> Data for this exercise:
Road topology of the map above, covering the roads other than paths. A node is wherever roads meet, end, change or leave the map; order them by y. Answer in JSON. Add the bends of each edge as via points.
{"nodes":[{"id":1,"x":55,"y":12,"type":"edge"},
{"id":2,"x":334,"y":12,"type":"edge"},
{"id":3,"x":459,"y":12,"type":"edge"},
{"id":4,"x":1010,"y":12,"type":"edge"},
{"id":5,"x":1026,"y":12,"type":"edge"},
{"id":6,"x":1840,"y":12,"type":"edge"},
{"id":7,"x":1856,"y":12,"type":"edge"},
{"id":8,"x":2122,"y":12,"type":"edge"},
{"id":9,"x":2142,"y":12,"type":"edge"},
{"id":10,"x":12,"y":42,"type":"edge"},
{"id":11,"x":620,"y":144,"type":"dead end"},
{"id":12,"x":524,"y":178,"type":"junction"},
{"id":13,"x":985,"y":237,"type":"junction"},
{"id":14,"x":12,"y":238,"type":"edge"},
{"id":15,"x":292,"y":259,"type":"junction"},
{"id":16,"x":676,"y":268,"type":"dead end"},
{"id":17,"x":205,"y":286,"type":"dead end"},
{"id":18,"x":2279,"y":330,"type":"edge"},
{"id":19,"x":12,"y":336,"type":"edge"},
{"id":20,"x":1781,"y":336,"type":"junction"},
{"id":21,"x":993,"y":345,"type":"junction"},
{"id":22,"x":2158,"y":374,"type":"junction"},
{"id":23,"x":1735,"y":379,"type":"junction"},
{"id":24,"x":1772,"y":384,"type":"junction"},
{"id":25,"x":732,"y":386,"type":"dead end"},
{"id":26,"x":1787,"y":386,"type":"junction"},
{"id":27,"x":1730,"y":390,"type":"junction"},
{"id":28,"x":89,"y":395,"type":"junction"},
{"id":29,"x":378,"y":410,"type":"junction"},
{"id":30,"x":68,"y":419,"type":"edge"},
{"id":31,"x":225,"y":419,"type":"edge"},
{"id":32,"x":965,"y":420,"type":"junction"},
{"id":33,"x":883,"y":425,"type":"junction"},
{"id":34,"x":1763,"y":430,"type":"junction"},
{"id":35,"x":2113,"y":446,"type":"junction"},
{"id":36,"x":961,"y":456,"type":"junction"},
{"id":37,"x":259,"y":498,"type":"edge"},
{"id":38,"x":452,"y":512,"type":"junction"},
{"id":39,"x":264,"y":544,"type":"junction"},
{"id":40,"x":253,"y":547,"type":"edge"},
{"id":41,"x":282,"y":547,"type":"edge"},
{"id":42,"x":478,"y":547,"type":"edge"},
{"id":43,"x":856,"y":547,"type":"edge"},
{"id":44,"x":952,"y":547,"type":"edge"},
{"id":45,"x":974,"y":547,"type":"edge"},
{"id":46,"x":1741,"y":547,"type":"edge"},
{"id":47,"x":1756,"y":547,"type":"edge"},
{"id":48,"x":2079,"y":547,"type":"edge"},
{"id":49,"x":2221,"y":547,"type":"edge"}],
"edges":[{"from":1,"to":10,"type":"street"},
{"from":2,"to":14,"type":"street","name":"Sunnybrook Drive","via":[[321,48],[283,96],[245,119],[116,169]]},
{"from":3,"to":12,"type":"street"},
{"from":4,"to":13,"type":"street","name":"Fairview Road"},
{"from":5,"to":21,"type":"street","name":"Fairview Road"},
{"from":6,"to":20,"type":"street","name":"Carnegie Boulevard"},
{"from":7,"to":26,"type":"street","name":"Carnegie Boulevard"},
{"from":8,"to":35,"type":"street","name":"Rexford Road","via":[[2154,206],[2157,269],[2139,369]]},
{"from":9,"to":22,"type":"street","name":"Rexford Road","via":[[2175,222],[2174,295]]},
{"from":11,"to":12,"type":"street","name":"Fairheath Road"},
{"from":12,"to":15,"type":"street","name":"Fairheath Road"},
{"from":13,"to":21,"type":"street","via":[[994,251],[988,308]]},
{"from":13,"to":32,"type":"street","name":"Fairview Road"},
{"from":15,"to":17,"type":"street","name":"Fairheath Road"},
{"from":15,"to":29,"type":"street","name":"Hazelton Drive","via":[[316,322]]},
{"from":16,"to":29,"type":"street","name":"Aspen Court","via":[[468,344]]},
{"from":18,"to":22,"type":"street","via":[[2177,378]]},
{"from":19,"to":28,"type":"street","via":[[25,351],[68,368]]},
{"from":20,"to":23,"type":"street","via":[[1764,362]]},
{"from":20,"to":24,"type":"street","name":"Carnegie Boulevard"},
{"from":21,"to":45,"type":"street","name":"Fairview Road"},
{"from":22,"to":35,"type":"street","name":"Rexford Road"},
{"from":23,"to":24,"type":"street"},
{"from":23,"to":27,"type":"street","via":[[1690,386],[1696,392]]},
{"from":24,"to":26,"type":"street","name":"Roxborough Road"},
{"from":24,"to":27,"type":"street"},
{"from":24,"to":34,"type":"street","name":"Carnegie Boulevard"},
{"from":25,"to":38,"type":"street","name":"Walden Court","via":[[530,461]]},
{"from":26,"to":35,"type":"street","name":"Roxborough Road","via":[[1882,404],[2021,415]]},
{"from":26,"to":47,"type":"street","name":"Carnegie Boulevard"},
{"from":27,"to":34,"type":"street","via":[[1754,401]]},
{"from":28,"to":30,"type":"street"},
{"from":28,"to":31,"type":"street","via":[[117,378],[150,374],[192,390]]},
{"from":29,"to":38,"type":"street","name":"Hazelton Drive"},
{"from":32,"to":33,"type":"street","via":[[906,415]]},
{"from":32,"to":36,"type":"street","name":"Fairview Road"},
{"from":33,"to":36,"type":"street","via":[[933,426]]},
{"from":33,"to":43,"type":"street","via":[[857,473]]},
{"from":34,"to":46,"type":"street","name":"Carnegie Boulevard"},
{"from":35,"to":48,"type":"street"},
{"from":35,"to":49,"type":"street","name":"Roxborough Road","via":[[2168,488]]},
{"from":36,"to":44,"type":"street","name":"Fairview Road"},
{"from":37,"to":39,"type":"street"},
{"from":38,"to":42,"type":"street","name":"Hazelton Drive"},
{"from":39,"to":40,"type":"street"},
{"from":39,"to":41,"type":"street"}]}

> Exercise objective: Output the material verbatim.

> Worked solution:
Road topology of the map above, covering the roads other than paths. A node is wherever roads meet, end, change or leave the map; order them by y. Answer in JSON. Add the bends of each edge as via points.
{"nodes":[{"id":1,"x":55,"y":12,"type":"edge"},
{"id":2,"x":334,"y":12,"type":"edge"},
{"id":3,"x":459,"y":12,"type":"edge"},
{"id":4,"x":1010,"y":12,"type":"edge"},
{"id":5,"x":1026,"y":12,"type":"edge"},
{"id":6,"x":1840,"y":12,"type":"edge"},
{"id":7,"x":1856,"y":12,"type":"edge"},
{"id":8,"x":2122,"y":12,"type":"edge"},
{"id":9,"x":2142,"y":12,"type":"edge"},
{"id":10,"x":12,"y":42,"type":"edge"},
{"id":11,"x":620,"y":144,"type":"dead end"},
{"id":12,"x":524,"y":178,"type":"junction"},
{"id":13,"x":985,"y":237,"type":"junction"},
{"id":14,"x":12,"y":238,"type":"edge"},
{"id":15,"x":292,"y":259,"type":"junction"},
{"id":16,"x":676,"y":268,"type":"dead end"},
{"id":17,"x":205,"y":286,"type":"dead end"},
{"id":18,"x":2279,"y":330,"type":"edge"},
{"id":19,"x":12,"y":336,"type":"edge"},
{"id":20,"x":1781,"y":336,"type":"junction"},
{"id":21,"x":993,"y":345,"type":"junction"},
{"id":22,"x":2158,"y":374,"type":"junction"},
{"id":23,"x":1735,"y":379,"type":"junction"},
{"id":24,"x":1772,"y":384,"type":"junction"},
{"id":25,"x":732,"y":386,"type":"dead end"},
{"id":26,"x":1787,"y":386,"type":"junction"},
{"id":27,"x":1730,"y":390,"type":"junction"},
{"id":28,"x":89,"y":395,"type":"junction"},
{"id":29,"x":378,"y":410,"type":"junction"},
{"id":30,"x":68,"y":419,"type":"edge"},
{"id":31,"x":225,"y":419,"type":"edge"},
{"id":32,"x":965,"y":420,"type":"junction"},
{"id":33,"x":883,"y":425,"type":"junction"},
{"id":34,"x":1763,"y":430,"type":"junction"},
{"id":35,"x":2113,"y":446,"type":"junction"},
{"id":36,"x":961,"y":456,"type":"junction"},
{"id":37,"x":259,"y":498,"type":"edge"},
{"id":38,"x":452,"y":512,"type":"junction"},
{"id":39,"x":264,"y":544,"type":"junction"},
{"id":40,"x":253,"y":547,"type":"edge"},
{"id":41,"x":282,"y":547,"type":"edge"},
{"id":42,"x":478,"y":547,"type":"edge"},
{"id":43,"x":856,"y":547,"type":"edge"},
{"id":44,"x":952,"y":547,"type":"edge"},
{"id":45,"x":974,"y":547,"type":"edge"},
{"id":46,"x":1741,"y":547,"type":"edge"},
{"id":47,"x":1756,"y":547,"type":"edge"},
{"id":48,"x":2079,"y":547,"type":"edge"},
{"id":49,"x":2221,"y":547,"type":"edge"}],
"edges":[{"from":1,"to":10,"type":"street"},
{"from":2,"to":14,"type":"street","name":"Sunnybrook Drive","via":[[321,48],[283,96],[245,119],[116,169]]},
{"from":3,"to":12,"type":"street"},
{"from":4,"to":13,"type":"street","name":"Fairview Road"},
{"from":5,"to":21,"type":"street","name":"Fairview Road"},
{"from":6,"to":20,"type":"street","name":"Carnegie Boulevard"},
{"from":7,"to":26,"type":"street","name":"Carnegie Boulevard"},
{"from":8,"to":35,"type":"street","name":"Rexford Road","via":[[2154,206],[2157,269],[2139,369]]},
{"from":9,"to":22,"type":"street","name":"Rexford Road","via":[[2175,222],[2174,295]]},
{"from":11,"to":12,"type":"street","name":"Fairheath Road"},
{"from":12,"to":15,"type":"street","name":"Fairheath Road"},
{"from":13,"to":21,"type":"street","via":[[994,251],[988,308]]},
{"from":13,"to":32,"type":"street","name":"Fairview Road"},
{"from":15,"to":17,"type":"street","name":"Fairheath Road"},
{"from":15,"to":29,"type":"street","name":"Hazelton Drive","via":[[316,322]]},
{"from":16,"to":29,"type":"street","name":"Aspen Court","via":[[468,344]]},
{"from":18,"to":22,"type":"street","via":[[2177,378]]},
{"from":19,"to":28,"type":"street","via":[[25,351],[68,368]]},
{"from":20,"to":23,"type":"street","via":[[1764,362]]},
{"from":20,"to":24,"type":"street","name":"Carnegie Boulevard"},
{"from":21,"to":45,"type":"street","name":"Fairview Road"},
{"from":22,"to":35,"type":"street","name":"Rexford Road"},
{"from":23,"to":24,"type":"street"},
{"from":23,"to":27,"type":"street","via":[[1690,386],[1696,392]]},
{"from":24,"to":26,"type":"street","name":"Roxborough Road"},
{"from":24,"to":27,"type":"street"},
{"from":24,"to":34,"type":"street","name":"Carnegie Boulevard"},
{"from":25,"to":38,"type":"street","name":"Walden Court","via":[[530,461]]},
{"from":26,"to":35,"type":"street","name":"Roxborough Road","via":[[1882,404],[2021,415]]},
{"from":26,"to":47,"type":"street","name":"Carnegie Boulevard"},
{"from":27,"to":34,"type":"street","via":[[1754,401]]},
{"from":28,"to":30,"type":"street"},
{"from":28,"to":31,"type":"street","via":[[117,378],[150,374],[192,390]]},
{"from":29,"to":38,"type":"street","name":"Hazelton Drive"},
{"from":32,"to":33,"type":"street","via":[[906,415]]},
{"from":32,"to":36,"type":"street","name":"Fairview Road"},
{"from":33,"to":36,"type":"street","via":[[933,426]]},
{"from":33,"to":43,"type":"street","via":[[857,473]]},
{"from":34,"to":46,"type":"street","name":"Carnegie Boulevard"},
{"from":35,"to":48,"type":"street"},
{"from":35,"to":49,"type":"street","name":"Roxborough Road","via":[[2168,488]]},
{"from":36,"to":44,"type":"street","name":"Fairview Road"},
{"from":37,"to":39,"type":"street"},
{"from":38,"to":42,"type":"street","name":"Hazelton Drive"},
{"from":39,"to":40,"type":"street"},
{"from":39,"to":41,"type":"street"}]}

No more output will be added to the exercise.